11 dilakukan. Dalam kerangka teori ini peneliti memasukan tentang pengertian pembuktian dan putusan, manfaat dan tujuan pembuktian tujuan, dan lain sebagainya. Kerangka teori tersebut nantinya dipergunakan untuk rujukan penelitian dalam menganalisa permasalahan yang sedang diteliti. Pada bab III, memaparkan tentang metode penelitian. Metode penelitian ini bertujuan untuk memudahkan peneliti untuk mengkaji dan menganilis data yang diperoleh. Dalam metode penelitian ini mencakup beberapa point penting, yaitu jenis penelitian, pendekatan penelitian, lokasi penelitian, jenis dan sumber data, metode pengumpulan data, dan metode pengolahan data. Manfaat dari bab ini adalah unuk mengetahui metode yang digunakan dalam proses penelitian tersebut. Pada bab IV, menjelaskan atau menjawab tentang hasil penelitian dan pembahasan dengan mengacu pada teori-teori yang sudah dipaparkan, yang mana dalam penelitian tersebut adalah mengenai tahap pembuktian dan tahap putusan hakim yang digabung dalam satu waktu sidang serta menguraikan data-data lapangan yang diperolah selama penelitian yaitu dengan teknik wawancara serta memaparkan dan analisis data yang berisi tentang penyajian hasil analisis, yang mana hasil dari analisis disesuaikan dengan rumusan masalah, yang bertujuan untuk mengetahui pandangan para hakim terkait penggabungan tahap pembuktian dan tahap putusan sidang.
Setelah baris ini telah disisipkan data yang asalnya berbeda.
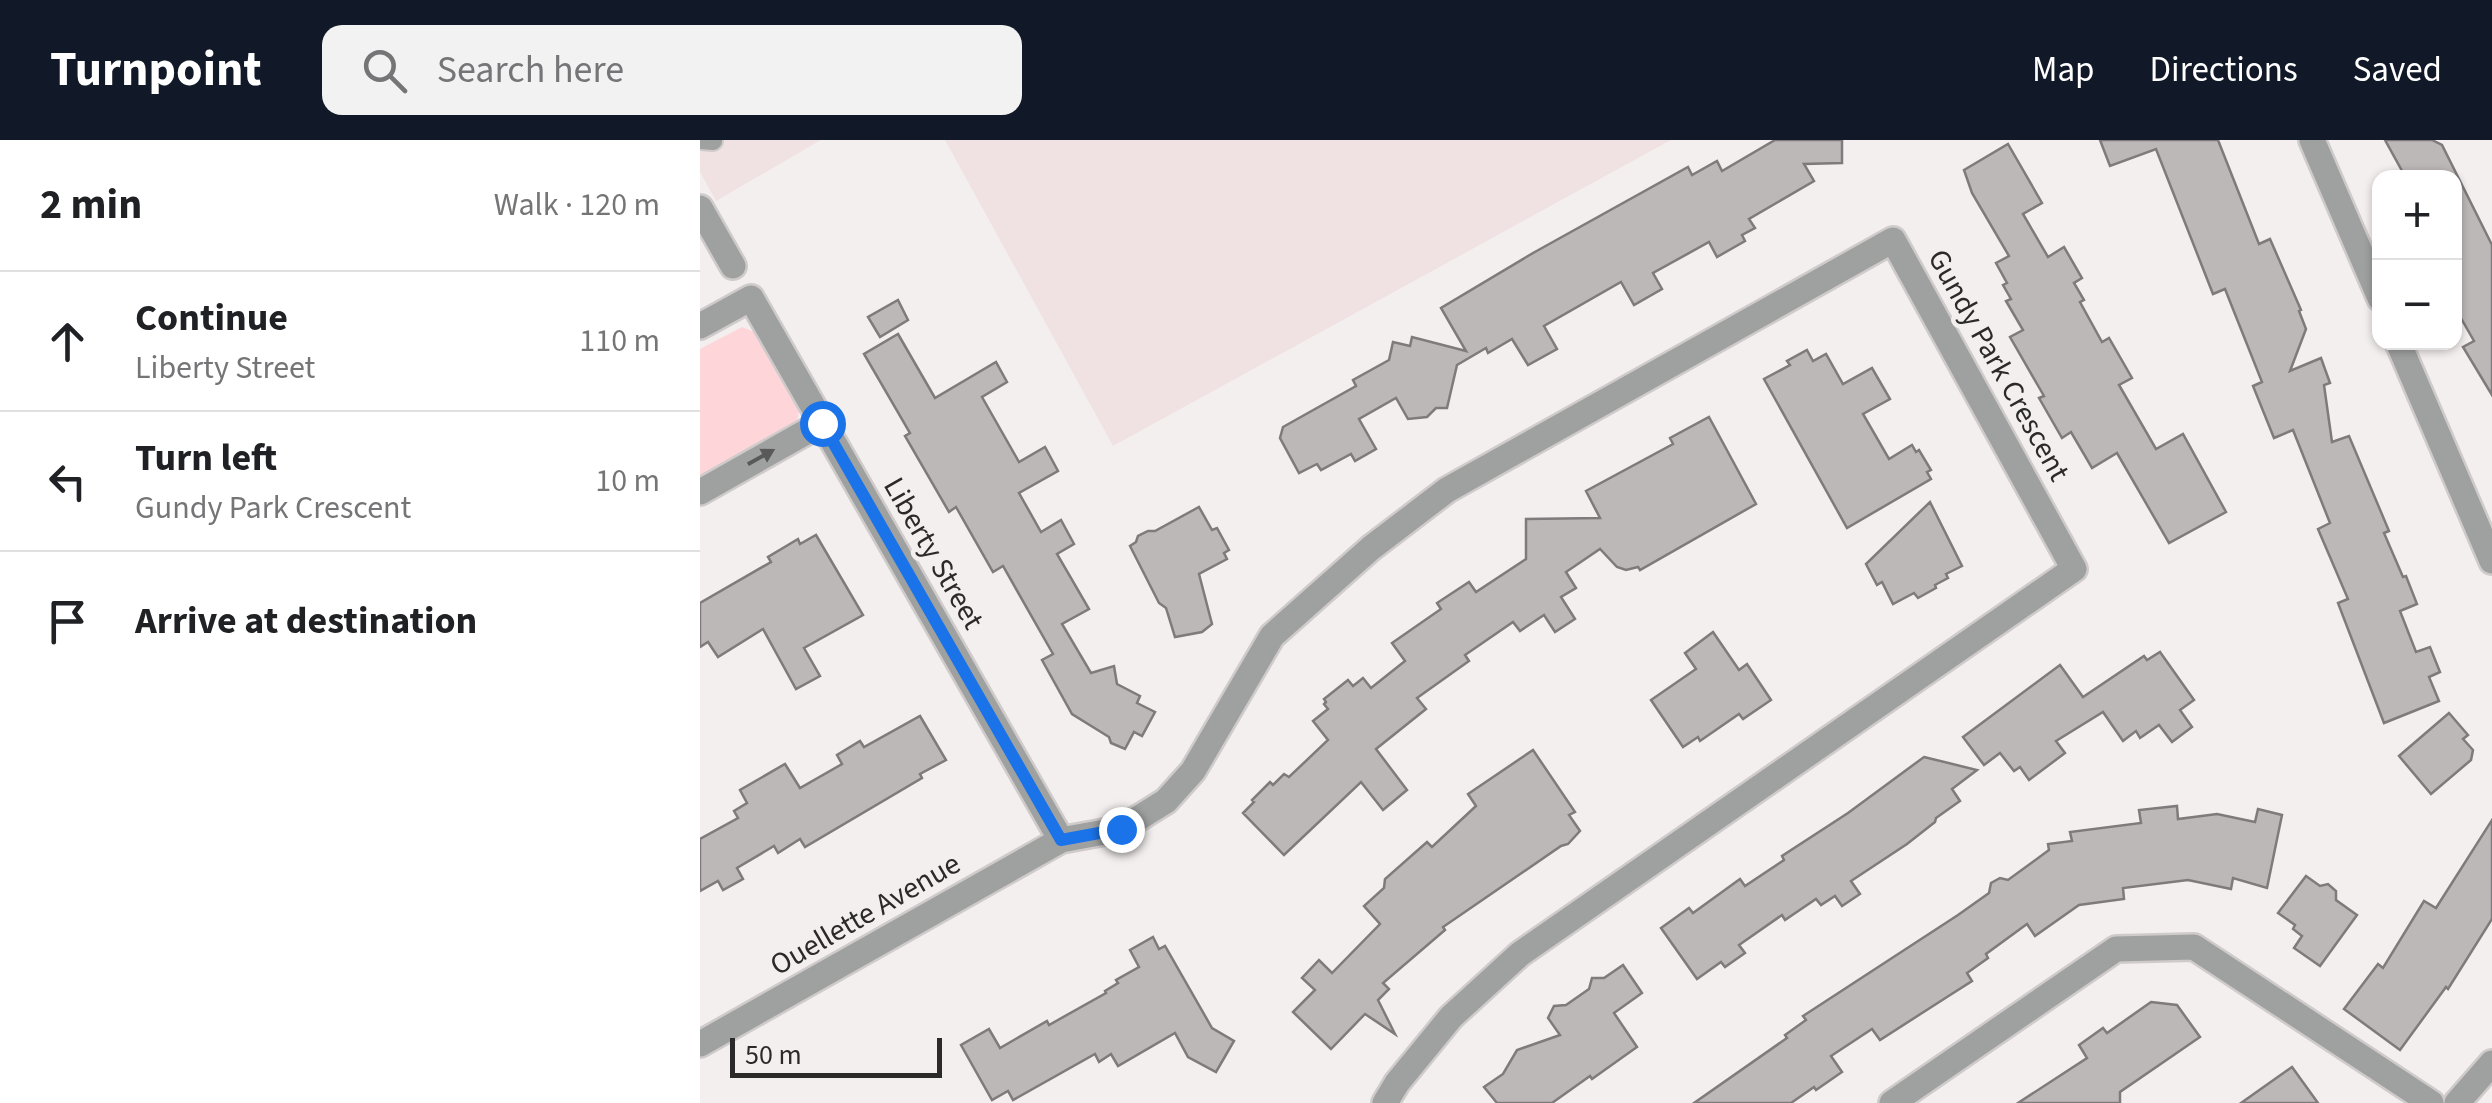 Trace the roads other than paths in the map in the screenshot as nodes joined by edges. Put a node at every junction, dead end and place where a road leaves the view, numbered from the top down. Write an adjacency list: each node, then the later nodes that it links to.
1 (2312, 140): 4 (street)
2 (700, 208): 3 (street)
3 (733, 266)
4 (2372, 279)
5 (700, 326): 7 (street, Liberty Street)
6 (2401, 350): 9 (street)
7 (822, 423): 8 (street, one-way to 7); 10 (street, Liberty Street)
8 (700, 492)
9 (2492, 561)
10 (1061, 840): 11 (street, Ouellette Avenue); 13 (street, Gundy Park Crescent)
11 (700, 1044)
12 (2492, 1064): 16 (street)
13 (1384, 1103)
14 (1892, 1103): 15 (street)
15 (2431, 1103)
16 (2457, 1103) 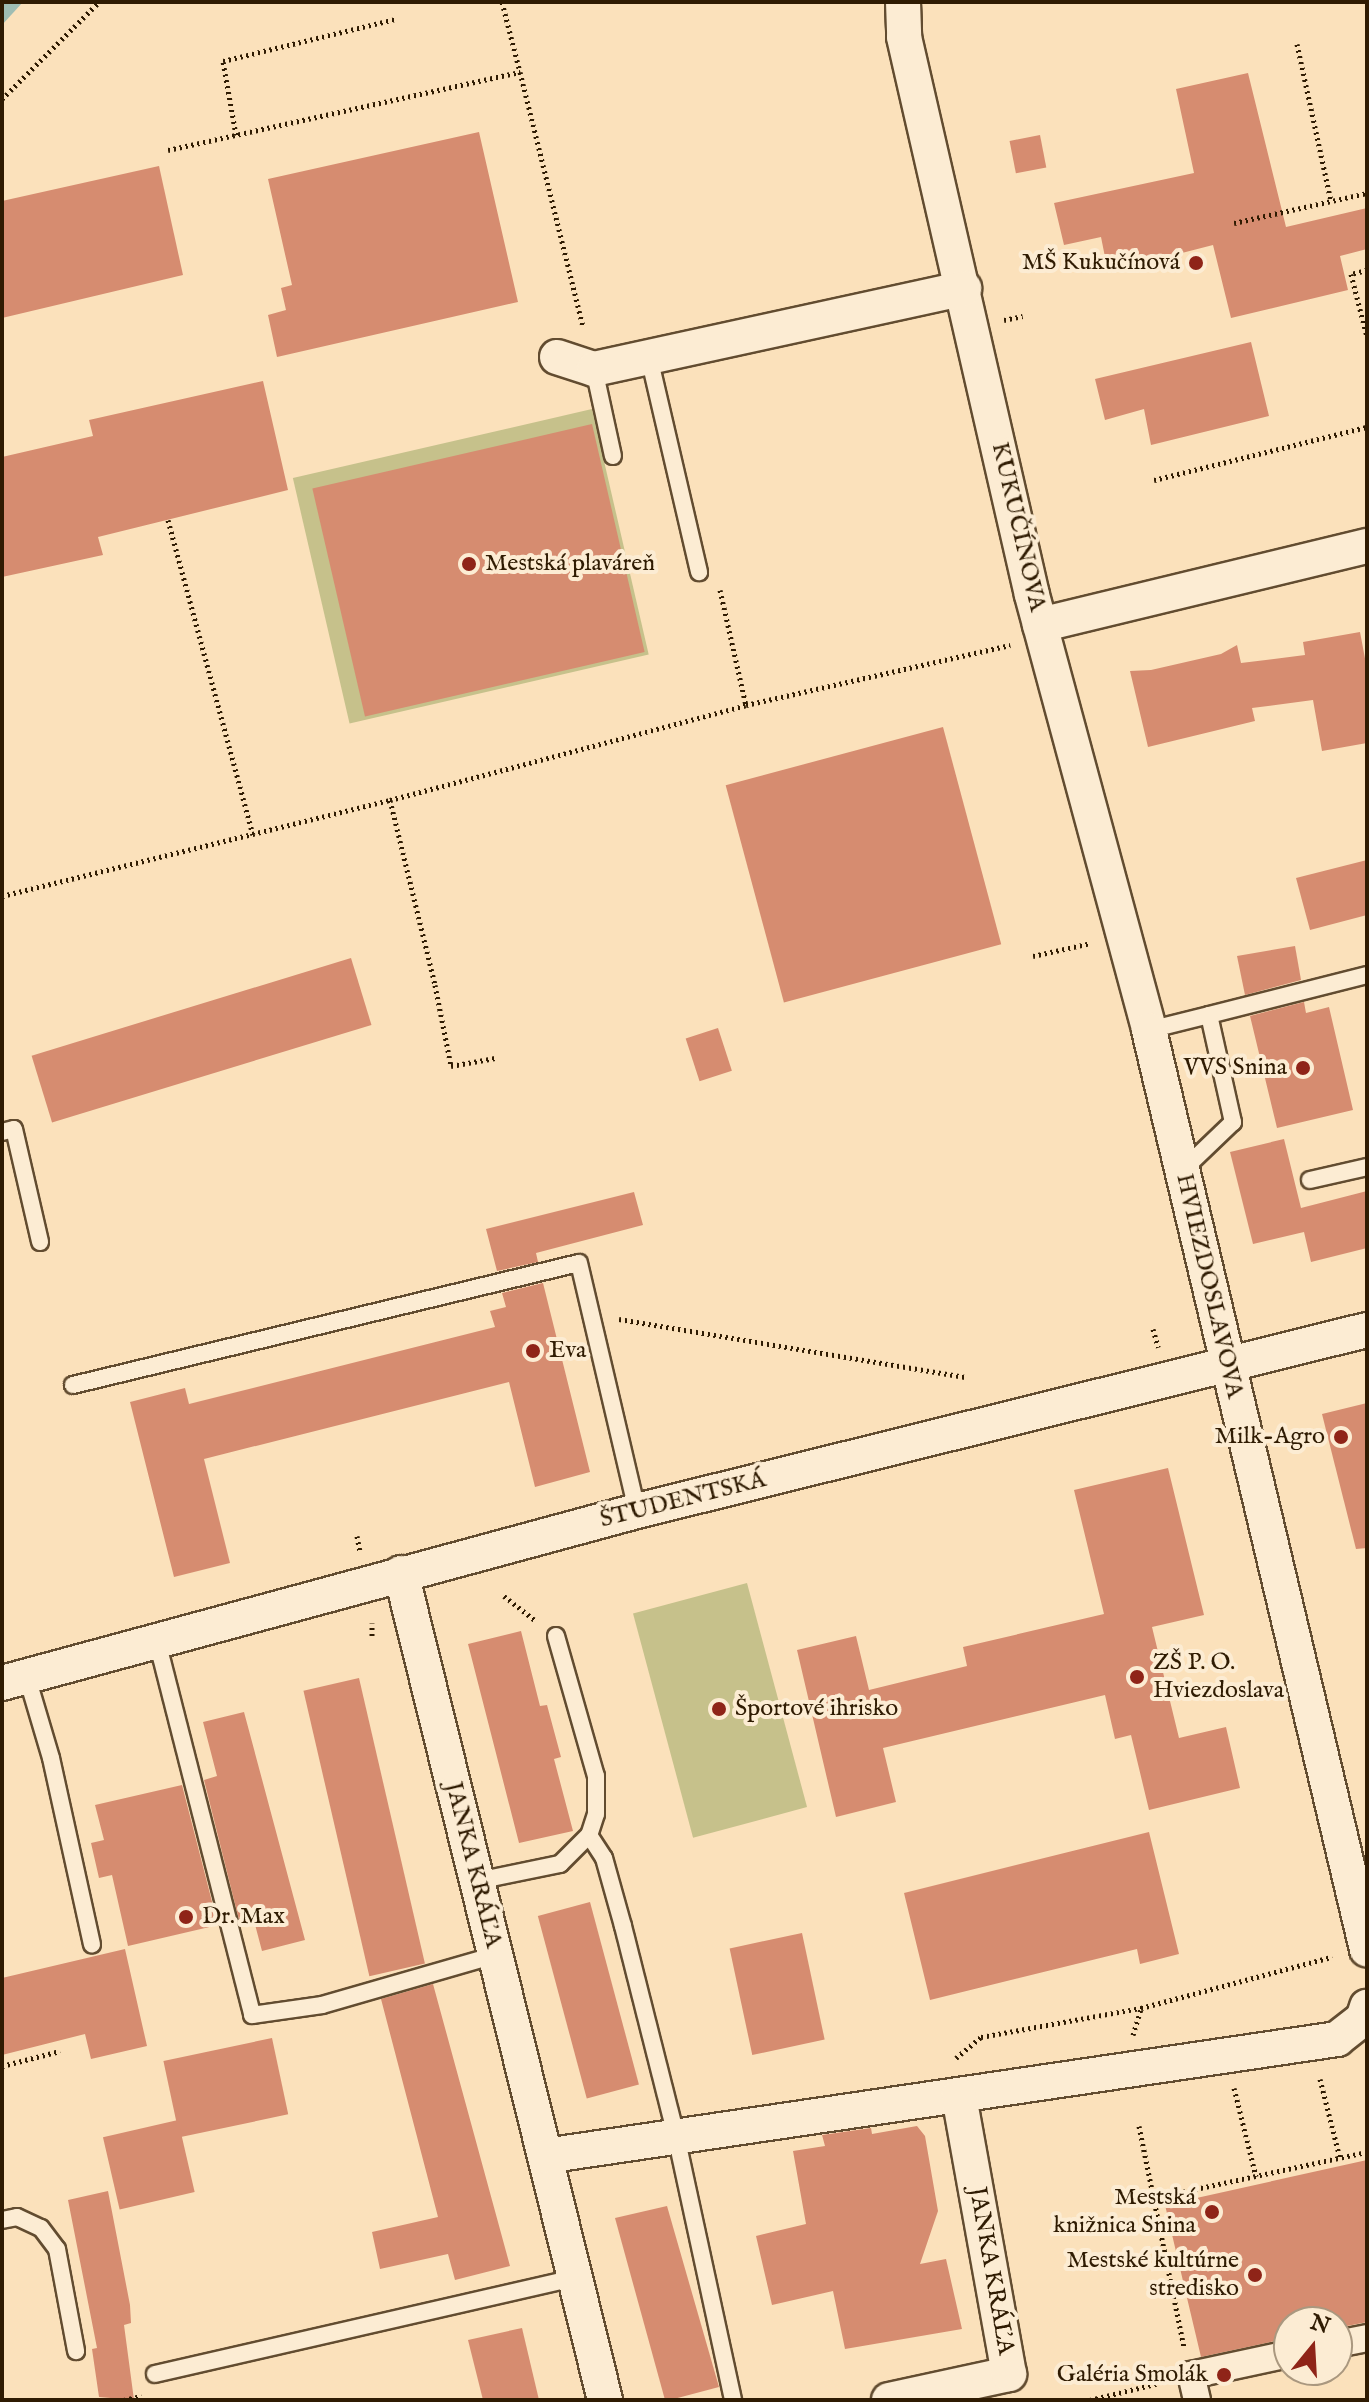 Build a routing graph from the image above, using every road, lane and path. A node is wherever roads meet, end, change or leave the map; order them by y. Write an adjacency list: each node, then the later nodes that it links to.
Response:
1 (99, 2): 7 (path)
2 (502, 2): 6 (path)
3 (903, 2): 14 (street, KUKUČÍNOVA)
4 (395, 19): 8 (path)
5 (1297, 44): 11 (path)
6 (520, 72): 8 (path); 18 (path)
7 (2, 99)
8 (236, 135): 9 (path)
9 (168, 150)
10 (1367, 193): 11 (path)
11 (1331, 201): 12 (path)
12 (1234, 223)
13 (1367, 270): 15 (path)
14 (964, 288): 17 (street); 25 (street, KUKUČÍNOVA)
15 (1367, 337)
16 (557, 357): 18 (street)
17 (649, 357): 18 (street); 24 (lane)
18 (594, 369): 20 (lane)
19 (1367, 427): 21 (path)
20 (613, 456)
21 (1154, 480)
22 (168, 520): 27 (path)
23 (1367, 546): 25 (street, KUKUČÍNOVA)
24 (699, 572)
25 (1042, 631): 26 (path); 31 (street, HVIEZDOSLAVOVA)
26 (390, 800): 27 (path); 32 (path)
27 (253, 835): 28 (path)
28 (2, 896)
29 (1367, 975): 30 (lane)
30 (1209, 1015): 31 (lane); 35 (lane)
31 (1149, 1030): 35 (street, HVIEZDOSLAVOVA)
32 (495, 1058)
33 (2, 1132): 37 (lane)
34 (1367, 1167): 36 (lane)
35 (1182, 1171): 42 (street, HVIEZDOSLAVOVA)
36 (1310, 1180)
37 (40, 1242)
38 (591, 1315): 43 (path); 44 (lane); 45 (lane)
39 (1153, 1329): 41 (path)
40 (1367, 1330): 42 (street, ŠTUDENTSKÁ)
41 (1159, 1349)
42 (1227, 1365): 45 (street, ŠTUDENTSKÁ); 57 (street, HVIEZDOSLAVOVA)
43 (965, 1377)
44 (73, 1385)
45 (637, 1511): 46 (street, ŠTUDENTSKÁ)
46 (401, 1573): 51 (street, ŠTUDENTSKÁ); 54 (street, JANKA KRÁĽA)
47 (504, 1596): 50 (path)
48 (372, 1623): 49 (path)
49 (372, 1636)
50 (556, 1636): 53 (lane)
51 (157, 1641): 52 (street, ŠTUDENTSKÁ); 58 (lane)
52 (14, 1680): 56 (lane)
53 (589, 1835): 54 (lane); 68 (lane)
54 (477, 1881): 58 (street, JANKA KRÁĽA)
55 (1331, 1941): 60 (path)
56 (92, 1945)
57 (1367, 1949)
58 (495, 1955): 70 (street, JANKA KRÁĽA)
59 (1367, 2007): 61 (street)
60 (1141, 2008): 62 (path); 66 (path)
61 (1325, 2041): 64 (street); 71 (path)
62 (1130, 2043)
63 (60, 2051): 65 (path)
64 (1227, 2056): 66 (street); 72 (path)
65 (2, 2066)
66 (954, 2079): 68 (street); 82 (street, JANKA KRÁĽA)
67 (1139, 2126): 73 (path)
68 (676, 2136): 70 (street); 81 (lane)
69 (1367, 2152): 71 (path)
70 (545, 2156): 75 (street, JANKA KRÁĽA)
71 (1340, 2158): 72 (path)
72 (1256, 2176): 73 (path)
73 (1154, 2198): 79 (path)
74 (2, 2220): 76 (lane)
75 (575, 2278): 78 (lane); 80 (street, JANKA KRÁĽA)
76 (76, 2351)
77 (1273, 2360): 79 (street)
78 (155, 2374)
79 (1194, 2388): 83 (path)
80 (605, 2400)
81 (733, 2400)
82 (889, 2400)
83 (1090, 2400) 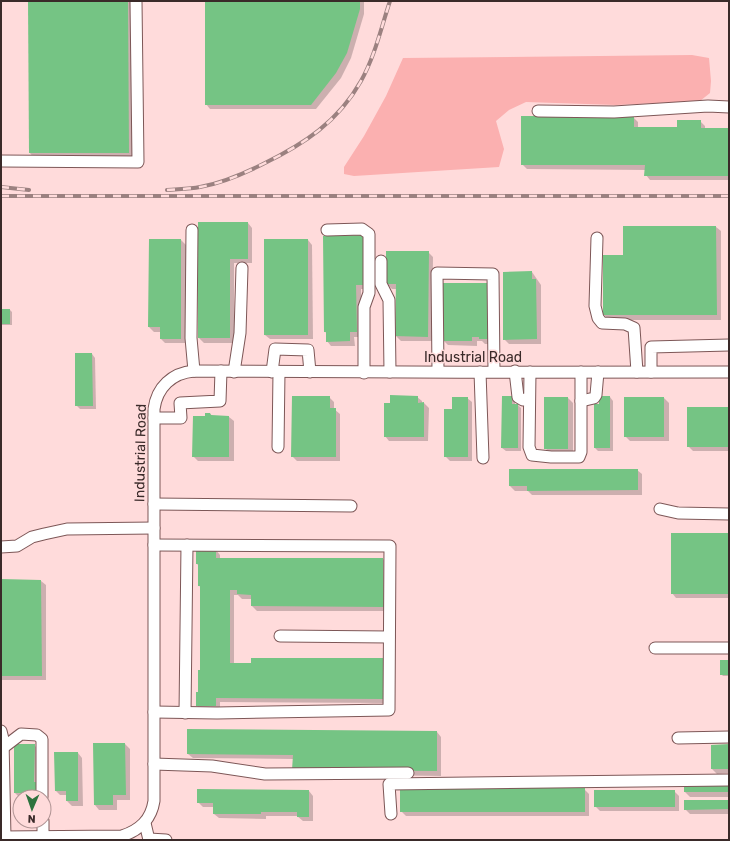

12 Bab V, merupakan bab terakhir yang berisi Kesimpulan dan Saran. Dalam kesimpulan menegaskan kembali mengenai penelitian ini dengan memahaminya secara konkrit dan utuh. Oleh sebab itu, dalam kesimpulan ini penulis mencoba memperjelas dengan sesingkat mungkin jawaban dari rumusan masalah. Sehingga lebih memudahkan pembaca untuk memahami isi dari penelitian ini tanpa harus membaca keseluruhannya. Sedangkan saran memuat beberapa anjuran bagi akademik baik bagi masyarakat maupun bagi peneliti selanjutnya, guna untuk memberi masukan kepada orang-orang yang bersangkutan.